Мы не могли поверить, что красота, живущая в нас, может быть упакована во что попало. Зеркалам мы не верили. Зеркала показывали совсем не то, чего мы были вправе ждать для себя от природы.
Грубости трудной жизни мы тоже не замечали.
Мы слышали только созвучное тому празднику печали и нежности, который был в нас тогда. Мычание коров и звон молочных струй о жестяное дно оборачивались древним плачем, в мире кругом происходило какое-то движение, неясное, но согласное с нами, и в неподвижных березах было соучастие, и трава росла совершенно похоже на то, что было в нас.
В своем бессилии знать мы сдавались дремучей рождающей земле, мы слушали и молчали.
К Зинаиде нас тянуло. Это была тяга ненависти и зависти. В полдень мы сидели около нее на нарах в сумрачной времянке, слушали дождь. Она вышивала крестиком, тупо расслабив подбородок. Потом она протяжно зевала, говорила: «Поспать, что ли» — и спала.
У нее были ленивые толстые губы.
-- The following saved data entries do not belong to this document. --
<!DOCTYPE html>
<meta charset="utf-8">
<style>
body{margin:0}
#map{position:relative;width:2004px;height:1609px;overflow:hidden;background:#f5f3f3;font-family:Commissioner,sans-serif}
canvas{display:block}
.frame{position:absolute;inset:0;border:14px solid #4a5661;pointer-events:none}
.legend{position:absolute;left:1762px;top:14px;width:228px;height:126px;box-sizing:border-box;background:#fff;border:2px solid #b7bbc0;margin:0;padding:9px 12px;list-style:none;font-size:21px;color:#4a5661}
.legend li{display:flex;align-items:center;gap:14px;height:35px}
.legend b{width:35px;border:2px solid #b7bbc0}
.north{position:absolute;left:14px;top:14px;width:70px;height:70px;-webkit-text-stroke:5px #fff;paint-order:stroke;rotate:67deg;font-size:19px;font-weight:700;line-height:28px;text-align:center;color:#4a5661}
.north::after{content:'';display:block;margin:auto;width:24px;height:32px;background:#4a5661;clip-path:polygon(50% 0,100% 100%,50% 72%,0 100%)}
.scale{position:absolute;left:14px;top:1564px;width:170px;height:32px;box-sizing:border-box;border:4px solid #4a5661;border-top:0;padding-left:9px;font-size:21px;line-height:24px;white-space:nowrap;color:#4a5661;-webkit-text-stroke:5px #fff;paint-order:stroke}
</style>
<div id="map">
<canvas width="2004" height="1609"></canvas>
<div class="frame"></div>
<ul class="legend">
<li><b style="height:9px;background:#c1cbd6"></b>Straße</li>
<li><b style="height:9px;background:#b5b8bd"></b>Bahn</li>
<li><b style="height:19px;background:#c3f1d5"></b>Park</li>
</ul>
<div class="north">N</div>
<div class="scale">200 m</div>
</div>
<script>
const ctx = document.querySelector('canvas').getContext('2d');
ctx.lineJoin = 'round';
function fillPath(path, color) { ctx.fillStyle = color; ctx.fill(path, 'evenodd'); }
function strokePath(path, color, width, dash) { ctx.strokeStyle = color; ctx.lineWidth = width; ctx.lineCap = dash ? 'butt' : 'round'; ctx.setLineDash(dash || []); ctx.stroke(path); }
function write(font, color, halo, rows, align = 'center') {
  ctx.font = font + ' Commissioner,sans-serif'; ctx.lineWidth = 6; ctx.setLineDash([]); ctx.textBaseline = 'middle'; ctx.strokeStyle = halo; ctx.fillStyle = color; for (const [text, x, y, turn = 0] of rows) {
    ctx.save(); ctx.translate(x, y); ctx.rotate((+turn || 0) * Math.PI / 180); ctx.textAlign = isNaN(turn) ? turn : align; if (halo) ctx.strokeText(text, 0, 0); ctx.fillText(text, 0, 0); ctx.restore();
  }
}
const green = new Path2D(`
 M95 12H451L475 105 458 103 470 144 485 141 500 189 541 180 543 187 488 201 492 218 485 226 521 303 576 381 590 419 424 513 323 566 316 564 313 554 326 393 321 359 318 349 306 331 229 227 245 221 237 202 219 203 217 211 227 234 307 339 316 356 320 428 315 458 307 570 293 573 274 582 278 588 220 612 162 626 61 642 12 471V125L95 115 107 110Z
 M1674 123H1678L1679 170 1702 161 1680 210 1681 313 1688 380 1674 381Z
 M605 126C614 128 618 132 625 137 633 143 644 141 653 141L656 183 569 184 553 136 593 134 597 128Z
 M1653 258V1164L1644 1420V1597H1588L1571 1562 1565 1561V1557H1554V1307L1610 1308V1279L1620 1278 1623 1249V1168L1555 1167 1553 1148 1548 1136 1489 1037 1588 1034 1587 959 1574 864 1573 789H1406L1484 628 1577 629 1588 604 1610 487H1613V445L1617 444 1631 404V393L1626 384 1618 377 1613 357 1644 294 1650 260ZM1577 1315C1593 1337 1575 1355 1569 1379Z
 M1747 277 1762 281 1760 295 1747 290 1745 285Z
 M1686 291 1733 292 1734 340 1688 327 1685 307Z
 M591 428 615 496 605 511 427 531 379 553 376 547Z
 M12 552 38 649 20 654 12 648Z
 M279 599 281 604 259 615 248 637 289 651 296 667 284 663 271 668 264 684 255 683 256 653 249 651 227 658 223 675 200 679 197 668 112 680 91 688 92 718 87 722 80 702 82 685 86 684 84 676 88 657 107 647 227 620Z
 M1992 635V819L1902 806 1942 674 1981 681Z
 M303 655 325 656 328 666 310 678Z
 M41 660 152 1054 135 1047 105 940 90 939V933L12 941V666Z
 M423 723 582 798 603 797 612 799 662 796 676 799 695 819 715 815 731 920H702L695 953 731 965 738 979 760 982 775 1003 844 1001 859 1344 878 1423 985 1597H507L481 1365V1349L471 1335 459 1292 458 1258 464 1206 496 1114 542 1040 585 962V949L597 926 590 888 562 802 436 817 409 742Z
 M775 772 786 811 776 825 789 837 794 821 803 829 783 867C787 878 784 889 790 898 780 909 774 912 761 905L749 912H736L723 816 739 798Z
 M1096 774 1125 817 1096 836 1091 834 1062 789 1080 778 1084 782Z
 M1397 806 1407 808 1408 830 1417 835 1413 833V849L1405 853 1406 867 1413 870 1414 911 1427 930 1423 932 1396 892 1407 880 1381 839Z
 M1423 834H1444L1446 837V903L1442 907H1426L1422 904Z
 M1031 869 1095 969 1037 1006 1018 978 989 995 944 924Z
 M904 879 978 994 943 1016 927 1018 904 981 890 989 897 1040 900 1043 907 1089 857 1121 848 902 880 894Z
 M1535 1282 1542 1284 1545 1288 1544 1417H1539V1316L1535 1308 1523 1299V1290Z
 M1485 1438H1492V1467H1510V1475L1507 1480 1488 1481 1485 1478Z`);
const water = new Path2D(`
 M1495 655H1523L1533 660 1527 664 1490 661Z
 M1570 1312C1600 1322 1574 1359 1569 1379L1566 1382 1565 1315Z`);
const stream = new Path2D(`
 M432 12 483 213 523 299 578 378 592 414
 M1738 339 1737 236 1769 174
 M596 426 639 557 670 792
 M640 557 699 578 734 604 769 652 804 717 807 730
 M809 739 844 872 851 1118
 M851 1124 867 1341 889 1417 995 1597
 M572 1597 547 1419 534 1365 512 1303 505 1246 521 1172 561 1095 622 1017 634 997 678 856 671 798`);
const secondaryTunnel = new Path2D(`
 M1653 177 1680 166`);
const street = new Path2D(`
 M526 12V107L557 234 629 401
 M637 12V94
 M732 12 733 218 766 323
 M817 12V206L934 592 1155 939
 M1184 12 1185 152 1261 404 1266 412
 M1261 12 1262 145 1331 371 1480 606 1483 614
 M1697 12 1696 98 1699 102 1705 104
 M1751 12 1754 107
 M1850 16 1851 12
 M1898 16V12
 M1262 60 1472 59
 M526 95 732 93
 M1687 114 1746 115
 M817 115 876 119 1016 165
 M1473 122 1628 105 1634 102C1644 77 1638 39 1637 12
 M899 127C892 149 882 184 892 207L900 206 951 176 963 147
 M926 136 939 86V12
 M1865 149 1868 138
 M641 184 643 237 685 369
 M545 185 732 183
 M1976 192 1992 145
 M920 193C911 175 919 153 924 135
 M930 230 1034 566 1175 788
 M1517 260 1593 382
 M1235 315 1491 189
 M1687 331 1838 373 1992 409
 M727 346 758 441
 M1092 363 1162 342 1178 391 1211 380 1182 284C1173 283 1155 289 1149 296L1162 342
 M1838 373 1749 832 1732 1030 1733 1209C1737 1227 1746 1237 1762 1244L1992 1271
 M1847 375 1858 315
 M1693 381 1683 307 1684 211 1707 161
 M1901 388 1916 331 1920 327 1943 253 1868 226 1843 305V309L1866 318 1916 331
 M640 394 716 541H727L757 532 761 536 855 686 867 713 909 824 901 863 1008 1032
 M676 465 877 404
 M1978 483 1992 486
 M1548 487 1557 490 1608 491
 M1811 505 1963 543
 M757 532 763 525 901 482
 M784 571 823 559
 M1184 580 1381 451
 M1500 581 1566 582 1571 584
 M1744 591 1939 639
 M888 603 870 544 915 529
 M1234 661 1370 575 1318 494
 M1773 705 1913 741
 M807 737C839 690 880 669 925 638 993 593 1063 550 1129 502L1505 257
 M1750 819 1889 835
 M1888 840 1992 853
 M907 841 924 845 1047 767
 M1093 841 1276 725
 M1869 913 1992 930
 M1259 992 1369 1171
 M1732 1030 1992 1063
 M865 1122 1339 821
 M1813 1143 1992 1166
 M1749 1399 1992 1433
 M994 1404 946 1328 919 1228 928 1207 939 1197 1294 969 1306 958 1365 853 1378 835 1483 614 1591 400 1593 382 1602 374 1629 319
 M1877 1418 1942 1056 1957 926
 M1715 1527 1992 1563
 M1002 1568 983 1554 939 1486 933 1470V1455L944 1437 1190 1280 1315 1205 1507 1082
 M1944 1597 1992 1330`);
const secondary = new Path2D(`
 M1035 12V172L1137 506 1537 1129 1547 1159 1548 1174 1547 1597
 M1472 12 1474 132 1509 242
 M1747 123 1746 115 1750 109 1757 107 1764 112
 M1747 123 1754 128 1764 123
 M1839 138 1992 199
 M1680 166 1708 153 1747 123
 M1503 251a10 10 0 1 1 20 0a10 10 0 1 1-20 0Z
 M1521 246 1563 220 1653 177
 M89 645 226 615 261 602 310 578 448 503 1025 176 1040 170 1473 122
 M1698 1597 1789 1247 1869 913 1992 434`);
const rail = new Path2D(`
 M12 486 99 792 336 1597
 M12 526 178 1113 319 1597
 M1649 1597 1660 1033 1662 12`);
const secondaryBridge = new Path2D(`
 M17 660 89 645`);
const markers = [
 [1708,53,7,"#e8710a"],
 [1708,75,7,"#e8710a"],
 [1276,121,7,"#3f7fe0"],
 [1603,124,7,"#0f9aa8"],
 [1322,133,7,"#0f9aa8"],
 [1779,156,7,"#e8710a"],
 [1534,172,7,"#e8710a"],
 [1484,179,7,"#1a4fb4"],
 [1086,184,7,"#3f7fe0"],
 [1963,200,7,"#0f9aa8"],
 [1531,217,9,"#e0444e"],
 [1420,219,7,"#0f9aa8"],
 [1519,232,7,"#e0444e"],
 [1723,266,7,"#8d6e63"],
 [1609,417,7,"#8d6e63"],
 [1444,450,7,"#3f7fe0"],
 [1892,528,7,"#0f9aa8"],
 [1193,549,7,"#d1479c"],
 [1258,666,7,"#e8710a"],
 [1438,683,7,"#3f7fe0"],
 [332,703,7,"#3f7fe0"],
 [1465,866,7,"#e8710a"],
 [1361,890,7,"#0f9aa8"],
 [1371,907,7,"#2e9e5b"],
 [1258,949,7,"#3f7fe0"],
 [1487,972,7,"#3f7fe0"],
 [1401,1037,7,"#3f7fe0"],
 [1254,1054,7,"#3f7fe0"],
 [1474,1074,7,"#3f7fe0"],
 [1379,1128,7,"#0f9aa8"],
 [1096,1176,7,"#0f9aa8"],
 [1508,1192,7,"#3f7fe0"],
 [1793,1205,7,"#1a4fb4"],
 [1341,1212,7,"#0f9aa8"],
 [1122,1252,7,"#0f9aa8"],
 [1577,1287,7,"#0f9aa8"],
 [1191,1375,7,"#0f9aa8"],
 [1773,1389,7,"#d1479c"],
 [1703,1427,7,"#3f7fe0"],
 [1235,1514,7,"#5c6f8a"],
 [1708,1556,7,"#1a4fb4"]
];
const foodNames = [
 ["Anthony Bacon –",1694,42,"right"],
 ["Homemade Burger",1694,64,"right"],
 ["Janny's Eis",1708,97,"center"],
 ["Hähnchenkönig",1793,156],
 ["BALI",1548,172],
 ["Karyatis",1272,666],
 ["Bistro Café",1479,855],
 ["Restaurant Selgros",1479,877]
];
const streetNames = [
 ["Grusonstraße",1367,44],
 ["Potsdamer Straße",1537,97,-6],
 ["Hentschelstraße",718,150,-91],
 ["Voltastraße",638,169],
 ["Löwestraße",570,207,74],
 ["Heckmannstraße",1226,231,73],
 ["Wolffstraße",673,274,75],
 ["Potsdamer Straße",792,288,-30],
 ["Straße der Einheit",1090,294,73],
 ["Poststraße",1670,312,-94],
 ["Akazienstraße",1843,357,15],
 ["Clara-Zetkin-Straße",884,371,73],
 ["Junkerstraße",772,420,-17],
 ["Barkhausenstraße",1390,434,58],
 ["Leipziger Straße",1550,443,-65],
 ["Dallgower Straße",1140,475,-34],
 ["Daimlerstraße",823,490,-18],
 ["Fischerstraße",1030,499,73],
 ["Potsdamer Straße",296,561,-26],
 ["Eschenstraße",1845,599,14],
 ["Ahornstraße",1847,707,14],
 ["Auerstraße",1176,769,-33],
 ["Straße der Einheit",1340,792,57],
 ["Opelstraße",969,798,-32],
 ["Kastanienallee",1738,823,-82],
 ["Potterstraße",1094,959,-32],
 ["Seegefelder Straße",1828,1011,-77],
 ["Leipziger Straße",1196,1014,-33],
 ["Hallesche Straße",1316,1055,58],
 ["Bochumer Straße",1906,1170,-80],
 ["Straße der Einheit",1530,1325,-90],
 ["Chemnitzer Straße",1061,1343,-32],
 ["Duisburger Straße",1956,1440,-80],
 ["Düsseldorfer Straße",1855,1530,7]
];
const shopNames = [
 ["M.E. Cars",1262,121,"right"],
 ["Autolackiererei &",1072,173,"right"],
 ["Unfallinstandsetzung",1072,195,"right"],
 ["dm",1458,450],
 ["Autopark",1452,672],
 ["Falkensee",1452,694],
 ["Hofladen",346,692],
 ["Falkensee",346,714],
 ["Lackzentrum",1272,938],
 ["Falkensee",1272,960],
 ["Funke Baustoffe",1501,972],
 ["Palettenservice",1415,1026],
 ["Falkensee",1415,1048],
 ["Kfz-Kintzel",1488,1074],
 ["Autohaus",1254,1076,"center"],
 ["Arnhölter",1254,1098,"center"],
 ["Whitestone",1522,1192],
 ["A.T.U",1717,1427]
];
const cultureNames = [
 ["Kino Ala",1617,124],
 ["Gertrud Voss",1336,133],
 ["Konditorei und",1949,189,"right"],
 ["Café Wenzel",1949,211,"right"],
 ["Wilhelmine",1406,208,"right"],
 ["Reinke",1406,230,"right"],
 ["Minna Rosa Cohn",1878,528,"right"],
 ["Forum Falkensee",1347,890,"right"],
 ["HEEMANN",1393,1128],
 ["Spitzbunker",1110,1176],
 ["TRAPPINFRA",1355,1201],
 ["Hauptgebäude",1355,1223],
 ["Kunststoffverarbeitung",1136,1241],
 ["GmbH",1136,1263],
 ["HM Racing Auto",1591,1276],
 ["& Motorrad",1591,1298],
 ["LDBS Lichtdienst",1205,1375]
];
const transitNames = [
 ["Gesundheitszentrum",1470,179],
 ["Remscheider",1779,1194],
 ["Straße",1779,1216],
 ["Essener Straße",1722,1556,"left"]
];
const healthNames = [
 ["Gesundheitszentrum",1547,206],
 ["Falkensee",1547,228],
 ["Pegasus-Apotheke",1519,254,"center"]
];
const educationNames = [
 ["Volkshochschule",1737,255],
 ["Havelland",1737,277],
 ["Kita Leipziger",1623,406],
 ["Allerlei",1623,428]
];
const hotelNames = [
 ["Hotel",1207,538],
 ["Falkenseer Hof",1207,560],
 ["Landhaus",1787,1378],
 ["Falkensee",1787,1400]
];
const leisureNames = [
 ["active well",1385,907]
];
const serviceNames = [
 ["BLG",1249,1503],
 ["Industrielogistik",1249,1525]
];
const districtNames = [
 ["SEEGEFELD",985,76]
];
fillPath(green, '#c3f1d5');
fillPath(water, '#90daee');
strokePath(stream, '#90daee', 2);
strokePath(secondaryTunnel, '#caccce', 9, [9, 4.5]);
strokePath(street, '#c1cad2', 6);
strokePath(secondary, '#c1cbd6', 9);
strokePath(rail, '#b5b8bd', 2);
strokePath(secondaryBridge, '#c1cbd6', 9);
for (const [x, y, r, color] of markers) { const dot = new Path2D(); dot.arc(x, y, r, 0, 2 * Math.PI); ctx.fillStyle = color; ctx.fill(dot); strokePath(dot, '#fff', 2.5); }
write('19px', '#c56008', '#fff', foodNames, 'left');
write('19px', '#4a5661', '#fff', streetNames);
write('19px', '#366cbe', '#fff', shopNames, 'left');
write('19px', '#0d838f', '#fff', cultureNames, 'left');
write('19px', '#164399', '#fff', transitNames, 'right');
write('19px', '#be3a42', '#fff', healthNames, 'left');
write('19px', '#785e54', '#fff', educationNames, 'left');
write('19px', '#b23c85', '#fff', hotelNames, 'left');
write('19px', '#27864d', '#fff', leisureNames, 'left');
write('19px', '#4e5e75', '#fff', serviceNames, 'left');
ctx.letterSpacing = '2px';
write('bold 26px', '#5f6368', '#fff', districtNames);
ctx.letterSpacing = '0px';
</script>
От булыжных ее глаз мир отскакивал как от стенки горох.
А в его лице все тонуло без единого всплеска.
Ах, за что же, по какой справедливости она была причастна к нему самой счастливой причастностью?
Я вставала и уходила под навес, тайно торжествуя над похрапыванием Зинаиды.
Он спускался вечером по склону, опутанный дождем, неся на брезентовом плаще сизую влагу. Глаза, оправленные тонким лицом, опережали его, торопились сюда, жадно ища среди нас одну, которую ему нельзя было любить по приговору пересудов, которую не надо было ему любить.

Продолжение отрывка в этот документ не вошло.